- [Material for the task]:
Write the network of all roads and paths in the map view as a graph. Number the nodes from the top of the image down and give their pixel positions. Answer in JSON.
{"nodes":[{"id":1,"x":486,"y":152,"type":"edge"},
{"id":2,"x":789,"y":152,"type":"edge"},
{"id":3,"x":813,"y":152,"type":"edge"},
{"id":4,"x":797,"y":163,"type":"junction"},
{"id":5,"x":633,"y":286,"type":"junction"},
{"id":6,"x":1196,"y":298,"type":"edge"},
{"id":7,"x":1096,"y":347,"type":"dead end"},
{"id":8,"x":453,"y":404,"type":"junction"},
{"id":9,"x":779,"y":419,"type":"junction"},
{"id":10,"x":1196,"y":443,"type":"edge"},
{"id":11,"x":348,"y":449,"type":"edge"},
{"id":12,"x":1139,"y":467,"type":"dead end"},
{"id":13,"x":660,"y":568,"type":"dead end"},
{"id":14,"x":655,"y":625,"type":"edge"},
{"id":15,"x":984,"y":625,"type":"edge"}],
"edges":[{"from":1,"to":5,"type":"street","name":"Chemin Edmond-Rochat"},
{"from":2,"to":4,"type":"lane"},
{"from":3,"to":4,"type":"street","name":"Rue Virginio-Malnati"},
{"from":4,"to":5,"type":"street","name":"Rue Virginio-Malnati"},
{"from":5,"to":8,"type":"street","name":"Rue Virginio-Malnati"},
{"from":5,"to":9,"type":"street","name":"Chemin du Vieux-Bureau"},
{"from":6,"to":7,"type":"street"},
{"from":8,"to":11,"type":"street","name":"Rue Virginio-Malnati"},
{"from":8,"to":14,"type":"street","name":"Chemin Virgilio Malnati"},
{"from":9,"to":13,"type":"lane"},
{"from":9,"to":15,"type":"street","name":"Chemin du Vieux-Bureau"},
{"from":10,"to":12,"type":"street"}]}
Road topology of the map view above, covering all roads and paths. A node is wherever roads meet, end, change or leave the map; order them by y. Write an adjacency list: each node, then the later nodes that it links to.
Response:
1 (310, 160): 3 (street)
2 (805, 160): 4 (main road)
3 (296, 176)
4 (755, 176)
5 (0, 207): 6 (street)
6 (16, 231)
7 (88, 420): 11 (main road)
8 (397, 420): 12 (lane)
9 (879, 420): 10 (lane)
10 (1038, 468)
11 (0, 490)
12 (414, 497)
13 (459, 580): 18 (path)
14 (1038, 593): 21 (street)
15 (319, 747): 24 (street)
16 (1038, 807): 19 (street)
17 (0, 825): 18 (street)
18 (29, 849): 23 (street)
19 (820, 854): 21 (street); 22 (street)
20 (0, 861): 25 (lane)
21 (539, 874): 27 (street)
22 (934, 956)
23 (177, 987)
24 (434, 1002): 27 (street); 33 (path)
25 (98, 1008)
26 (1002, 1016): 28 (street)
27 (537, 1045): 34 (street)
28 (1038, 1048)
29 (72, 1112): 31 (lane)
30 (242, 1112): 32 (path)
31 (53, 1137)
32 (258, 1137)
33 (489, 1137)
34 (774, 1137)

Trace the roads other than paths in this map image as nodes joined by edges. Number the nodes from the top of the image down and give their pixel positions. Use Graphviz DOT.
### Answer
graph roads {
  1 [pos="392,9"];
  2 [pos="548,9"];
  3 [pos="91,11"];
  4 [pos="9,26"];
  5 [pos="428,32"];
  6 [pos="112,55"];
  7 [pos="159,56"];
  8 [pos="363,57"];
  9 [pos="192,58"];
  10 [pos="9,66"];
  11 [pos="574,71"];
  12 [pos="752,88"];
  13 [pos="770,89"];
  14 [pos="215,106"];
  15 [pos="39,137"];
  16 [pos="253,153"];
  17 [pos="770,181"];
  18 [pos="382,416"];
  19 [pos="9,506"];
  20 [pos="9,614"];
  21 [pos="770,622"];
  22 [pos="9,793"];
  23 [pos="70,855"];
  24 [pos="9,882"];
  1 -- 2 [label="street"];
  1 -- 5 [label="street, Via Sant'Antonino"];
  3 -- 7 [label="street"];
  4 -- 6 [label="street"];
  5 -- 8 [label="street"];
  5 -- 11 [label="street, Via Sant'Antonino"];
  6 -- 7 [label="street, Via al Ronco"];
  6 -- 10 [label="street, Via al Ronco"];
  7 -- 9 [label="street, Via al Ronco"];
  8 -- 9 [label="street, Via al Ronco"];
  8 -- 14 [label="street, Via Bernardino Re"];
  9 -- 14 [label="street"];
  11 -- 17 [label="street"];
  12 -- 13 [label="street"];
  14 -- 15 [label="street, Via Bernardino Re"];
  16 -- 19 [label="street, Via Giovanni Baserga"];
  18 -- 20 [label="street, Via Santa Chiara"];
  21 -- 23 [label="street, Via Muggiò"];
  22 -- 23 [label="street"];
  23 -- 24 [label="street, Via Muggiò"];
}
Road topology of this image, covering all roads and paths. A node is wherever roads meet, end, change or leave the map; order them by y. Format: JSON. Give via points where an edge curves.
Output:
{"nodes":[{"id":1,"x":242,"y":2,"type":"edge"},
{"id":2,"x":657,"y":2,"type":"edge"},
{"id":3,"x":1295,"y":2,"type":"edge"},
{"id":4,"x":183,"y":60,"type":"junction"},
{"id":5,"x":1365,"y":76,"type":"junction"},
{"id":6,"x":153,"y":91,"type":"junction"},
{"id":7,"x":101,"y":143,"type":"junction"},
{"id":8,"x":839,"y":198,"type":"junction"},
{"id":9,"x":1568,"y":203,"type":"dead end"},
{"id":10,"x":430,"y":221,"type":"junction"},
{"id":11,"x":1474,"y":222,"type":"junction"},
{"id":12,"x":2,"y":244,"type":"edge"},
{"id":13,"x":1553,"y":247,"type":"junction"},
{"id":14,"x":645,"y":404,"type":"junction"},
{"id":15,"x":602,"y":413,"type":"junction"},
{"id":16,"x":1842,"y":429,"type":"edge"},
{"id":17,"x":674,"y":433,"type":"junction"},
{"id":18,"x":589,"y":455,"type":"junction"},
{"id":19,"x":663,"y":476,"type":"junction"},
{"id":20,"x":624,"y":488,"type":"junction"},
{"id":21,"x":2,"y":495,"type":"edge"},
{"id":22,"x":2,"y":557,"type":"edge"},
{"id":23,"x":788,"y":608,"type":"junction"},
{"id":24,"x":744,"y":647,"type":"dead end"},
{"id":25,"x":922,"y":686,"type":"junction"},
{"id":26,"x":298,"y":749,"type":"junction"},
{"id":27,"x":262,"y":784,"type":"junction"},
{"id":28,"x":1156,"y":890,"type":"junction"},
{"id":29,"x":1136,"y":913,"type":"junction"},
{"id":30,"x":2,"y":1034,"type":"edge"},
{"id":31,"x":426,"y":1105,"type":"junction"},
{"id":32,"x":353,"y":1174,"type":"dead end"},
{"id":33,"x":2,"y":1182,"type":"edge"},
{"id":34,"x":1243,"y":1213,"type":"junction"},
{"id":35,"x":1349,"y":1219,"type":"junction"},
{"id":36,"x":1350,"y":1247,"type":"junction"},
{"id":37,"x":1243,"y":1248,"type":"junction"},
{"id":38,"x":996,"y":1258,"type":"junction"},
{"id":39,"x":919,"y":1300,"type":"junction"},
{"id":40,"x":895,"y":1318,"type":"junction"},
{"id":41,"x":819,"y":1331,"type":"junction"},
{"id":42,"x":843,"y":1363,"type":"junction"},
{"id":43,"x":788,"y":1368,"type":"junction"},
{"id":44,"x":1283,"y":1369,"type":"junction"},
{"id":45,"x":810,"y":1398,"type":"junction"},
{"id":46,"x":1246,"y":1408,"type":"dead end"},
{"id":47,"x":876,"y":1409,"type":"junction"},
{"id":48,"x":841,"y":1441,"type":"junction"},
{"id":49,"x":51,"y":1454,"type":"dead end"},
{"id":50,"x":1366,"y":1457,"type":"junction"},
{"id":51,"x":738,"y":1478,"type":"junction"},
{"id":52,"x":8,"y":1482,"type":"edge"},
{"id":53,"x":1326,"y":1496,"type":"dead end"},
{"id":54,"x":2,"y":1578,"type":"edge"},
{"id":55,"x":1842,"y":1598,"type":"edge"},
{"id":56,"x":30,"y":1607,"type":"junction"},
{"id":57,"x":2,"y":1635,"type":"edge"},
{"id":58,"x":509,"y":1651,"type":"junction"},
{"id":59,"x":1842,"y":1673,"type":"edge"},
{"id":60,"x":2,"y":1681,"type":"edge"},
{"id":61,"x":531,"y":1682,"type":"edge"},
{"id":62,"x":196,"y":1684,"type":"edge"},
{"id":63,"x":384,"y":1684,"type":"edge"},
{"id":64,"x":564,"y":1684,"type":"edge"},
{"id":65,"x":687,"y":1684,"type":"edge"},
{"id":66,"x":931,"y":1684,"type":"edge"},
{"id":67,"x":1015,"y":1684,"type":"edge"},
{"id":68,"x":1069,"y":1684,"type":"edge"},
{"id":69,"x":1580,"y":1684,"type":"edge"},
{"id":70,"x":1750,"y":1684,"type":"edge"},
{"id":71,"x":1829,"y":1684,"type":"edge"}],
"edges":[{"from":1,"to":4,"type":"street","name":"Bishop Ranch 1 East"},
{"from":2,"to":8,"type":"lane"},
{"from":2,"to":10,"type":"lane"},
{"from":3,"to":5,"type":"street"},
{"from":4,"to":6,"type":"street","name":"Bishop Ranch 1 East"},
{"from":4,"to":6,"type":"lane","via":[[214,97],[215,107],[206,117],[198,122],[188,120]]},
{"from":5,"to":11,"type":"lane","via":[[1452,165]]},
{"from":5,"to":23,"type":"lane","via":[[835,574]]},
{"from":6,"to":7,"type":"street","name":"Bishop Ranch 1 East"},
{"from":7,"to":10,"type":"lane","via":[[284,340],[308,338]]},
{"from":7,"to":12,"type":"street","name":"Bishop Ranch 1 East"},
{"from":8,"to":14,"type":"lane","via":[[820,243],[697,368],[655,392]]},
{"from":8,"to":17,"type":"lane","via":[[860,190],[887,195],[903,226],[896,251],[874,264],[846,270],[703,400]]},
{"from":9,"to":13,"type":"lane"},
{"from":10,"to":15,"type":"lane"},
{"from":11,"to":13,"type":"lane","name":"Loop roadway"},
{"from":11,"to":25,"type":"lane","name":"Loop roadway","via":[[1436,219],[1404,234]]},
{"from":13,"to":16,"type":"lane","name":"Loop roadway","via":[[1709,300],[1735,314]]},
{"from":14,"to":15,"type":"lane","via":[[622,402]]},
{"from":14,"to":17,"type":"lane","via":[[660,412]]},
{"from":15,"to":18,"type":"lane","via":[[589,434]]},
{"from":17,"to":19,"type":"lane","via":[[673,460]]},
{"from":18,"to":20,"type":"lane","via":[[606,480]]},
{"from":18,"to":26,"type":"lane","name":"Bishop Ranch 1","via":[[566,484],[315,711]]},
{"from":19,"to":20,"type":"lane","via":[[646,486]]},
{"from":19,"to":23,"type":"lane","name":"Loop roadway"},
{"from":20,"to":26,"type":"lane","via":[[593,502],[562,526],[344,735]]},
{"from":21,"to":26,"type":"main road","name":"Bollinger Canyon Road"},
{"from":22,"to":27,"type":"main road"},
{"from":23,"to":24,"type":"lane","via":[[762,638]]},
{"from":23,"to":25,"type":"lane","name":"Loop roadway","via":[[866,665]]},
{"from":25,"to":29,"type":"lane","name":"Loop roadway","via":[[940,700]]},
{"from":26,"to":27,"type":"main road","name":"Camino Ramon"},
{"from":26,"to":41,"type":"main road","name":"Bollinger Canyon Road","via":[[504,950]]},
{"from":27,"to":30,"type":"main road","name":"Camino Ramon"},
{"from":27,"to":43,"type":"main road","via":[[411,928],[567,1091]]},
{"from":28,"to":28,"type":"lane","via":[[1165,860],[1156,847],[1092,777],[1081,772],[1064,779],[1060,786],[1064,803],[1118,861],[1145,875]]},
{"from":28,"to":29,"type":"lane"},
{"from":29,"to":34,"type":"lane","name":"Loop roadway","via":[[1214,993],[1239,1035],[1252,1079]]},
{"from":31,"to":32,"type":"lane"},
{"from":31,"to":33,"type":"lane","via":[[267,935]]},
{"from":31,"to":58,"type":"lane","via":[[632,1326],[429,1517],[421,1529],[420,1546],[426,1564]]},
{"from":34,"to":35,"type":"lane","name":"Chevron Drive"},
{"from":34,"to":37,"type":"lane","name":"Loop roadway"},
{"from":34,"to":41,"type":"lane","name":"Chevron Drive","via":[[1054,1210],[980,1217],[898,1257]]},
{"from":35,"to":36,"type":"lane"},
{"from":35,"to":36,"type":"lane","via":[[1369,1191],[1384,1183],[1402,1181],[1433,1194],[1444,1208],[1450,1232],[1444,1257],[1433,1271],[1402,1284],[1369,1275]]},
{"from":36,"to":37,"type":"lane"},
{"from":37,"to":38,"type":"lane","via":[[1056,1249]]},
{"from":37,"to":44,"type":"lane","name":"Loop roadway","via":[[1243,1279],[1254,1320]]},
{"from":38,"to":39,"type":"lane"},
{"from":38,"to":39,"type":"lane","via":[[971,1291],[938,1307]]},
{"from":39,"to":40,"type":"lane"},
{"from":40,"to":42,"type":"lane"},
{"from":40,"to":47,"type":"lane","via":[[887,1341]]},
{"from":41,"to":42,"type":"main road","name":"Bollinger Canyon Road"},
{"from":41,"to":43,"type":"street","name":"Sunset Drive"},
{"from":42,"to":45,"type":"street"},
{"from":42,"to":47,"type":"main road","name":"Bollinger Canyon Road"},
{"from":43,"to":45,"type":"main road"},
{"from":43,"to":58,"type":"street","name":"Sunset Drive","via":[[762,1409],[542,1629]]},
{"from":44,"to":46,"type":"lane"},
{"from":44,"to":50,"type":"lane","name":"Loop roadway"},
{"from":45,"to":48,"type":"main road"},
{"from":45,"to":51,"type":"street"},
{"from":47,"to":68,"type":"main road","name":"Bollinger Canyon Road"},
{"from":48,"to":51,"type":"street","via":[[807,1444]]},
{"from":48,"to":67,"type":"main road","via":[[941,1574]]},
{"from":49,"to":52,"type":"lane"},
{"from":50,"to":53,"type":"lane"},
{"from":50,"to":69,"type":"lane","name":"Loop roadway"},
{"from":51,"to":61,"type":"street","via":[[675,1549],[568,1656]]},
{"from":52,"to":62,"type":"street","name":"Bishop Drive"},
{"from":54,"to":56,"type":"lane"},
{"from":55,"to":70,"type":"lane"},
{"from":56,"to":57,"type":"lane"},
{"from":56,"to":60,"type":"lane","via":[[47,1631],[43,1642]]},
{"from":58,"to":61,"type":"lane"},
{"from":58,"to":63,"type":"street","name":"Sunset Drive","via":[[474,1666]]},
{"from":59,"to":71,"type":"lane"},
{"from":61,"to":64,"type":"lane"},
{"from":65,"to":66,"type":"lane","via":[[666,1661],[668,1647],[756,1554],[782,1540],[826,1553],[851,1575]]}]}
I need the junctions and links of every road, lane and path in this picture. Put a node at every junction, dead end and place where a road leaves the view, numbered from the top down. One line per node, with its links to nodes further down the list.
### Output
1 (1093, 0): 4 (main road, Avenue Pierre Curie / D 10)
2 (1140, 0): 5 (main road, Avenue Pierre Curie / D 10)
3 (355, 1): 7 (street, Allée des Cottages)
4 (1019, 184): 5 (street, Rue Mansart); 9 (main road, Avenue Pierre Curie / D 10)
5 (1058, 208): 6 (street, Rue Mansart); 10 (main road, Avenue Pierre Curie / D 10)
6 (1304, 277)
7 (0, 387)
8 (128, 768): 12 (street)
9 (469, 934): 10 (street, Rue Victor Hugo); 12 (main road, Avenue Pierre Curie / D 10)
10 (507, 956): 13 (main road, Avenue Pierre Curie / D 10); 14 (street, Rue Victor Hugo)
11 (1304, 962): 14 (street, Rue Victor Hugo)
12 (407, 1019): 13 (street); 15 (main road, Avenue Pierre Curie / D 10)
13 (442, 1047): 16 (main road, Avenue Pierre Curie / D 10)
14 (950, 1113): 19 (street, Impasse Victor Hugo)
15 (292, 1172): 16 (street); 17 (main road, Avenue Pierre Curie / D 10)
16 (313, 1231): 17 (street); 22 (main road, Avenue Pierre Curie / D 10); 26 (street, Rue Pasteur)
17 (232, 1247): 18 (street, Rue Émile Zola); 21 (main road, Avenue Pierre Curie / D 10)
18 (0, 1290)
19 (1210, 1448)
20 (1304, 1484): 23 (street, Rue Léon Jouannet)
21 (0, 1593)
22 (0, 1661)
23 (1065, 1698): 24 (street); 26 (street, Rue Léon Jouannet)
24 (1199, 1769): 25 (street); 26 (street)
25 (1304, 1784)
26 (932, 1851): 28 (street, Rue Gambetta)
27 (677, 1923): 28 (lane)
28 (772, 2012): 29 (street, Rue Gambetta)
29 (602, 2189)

- [What the task asks]: Take from the listing above each line containing "Chemin".

- [Solution for this exercise]:
"edges":[{"from":1,"to":5,"type":"street","name":"Chemin Edmond-Rochat"},
{"from":5,"to":9,"type":"street","name":"Chemin du Vieux-Bureau"},
{"from":8,"to":14,"type":"street","name":"Chemin Virgilio Malnati"},
{"from":9,"to":15,"type":"street","name":"Chemin du Vieux-Bureau"},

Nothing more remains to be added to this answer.